WORK REQUIRED =>
Find the lines below that contain the string "Avenue", count them, and give only the number.

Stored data
......
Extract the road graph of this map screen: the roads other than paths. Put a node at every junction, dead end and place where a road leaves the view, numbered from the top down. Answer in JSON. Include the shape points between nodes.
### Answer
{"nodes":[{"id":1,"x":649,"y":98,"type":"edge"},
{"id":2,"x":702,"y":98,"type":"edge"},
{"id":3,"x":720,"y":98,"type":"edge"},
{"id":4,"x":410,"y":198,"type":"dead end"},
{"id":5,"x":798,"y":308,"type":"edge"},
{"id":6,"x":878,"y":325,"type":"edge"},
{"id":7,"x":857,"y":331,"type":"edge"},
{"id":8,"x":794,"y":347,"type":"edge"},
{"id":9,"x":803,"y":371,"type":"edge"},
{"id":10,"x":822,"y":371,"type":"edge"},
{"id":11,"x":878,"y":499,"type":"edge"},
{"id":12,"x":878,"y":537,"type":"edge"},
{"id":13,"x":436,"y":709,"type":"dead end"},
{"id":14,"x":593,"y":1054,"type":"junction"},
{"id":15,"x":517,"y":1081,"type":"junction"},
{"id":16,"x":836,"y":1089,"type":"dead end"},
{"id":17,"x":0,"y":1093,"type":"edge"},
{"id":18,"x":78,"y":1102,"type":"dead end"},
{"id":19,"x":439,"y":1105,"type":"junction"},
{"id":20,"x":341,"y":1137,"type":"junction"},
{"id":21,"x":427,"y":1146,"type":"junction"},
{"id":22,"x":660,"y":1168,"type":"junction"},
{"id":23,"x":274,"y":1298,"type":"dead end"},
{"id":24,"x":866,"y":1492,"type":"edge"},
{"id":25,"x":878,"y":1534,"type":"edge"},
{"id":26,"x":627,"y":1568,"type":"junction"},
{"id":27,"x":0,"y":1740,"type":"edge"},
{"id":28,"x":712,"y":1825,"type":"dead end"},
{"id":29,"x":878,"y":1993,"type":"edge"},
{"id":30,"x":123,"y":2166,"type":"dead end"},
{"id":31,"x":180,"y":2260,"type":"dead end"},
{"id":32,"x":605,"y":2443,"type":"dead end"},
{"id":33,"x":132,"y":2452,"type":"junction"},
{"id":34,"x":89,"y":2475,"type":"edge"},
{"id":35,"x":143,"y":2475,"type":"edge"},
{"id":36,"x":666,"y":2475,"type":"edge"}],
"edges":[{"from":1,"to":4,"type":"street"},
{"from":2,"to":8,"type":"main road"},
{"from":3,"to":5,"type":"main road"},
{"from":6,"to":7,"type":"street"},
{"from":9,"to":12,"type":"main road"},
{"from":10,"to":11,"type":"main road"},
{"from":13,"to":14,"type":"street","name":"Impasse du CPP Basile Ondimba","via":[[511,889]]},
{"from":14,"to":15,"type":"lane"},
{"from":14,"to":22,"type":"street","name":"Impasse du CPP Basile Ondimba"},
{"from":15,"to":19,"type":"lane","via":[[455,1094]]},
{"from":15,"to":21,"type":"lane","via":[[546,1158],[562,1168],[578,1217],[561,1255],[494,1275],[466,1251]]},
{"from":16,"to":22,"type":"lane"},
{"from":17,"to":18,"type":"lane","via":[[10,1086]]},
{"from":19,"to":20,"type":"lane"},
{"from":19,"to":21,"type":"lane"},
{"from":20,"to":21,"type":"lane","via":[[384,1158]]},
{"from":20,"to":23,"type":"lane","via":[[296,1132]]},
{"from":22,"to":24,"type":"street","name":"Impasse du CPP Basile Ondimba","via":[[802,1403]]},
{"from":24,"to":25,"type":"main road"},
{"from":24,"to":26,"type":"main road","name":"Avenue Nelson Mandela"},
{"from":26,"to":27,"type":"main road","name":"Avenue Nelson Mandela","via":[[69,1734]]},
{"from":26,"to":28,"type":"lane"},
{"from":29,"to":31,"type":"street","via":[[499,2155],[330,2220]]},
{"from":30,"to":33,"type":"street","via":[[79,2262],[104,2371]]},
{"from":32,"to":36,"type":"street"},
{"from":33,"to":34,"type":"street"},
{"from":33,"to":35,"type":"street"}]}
......
TASK RESPONSE =>
2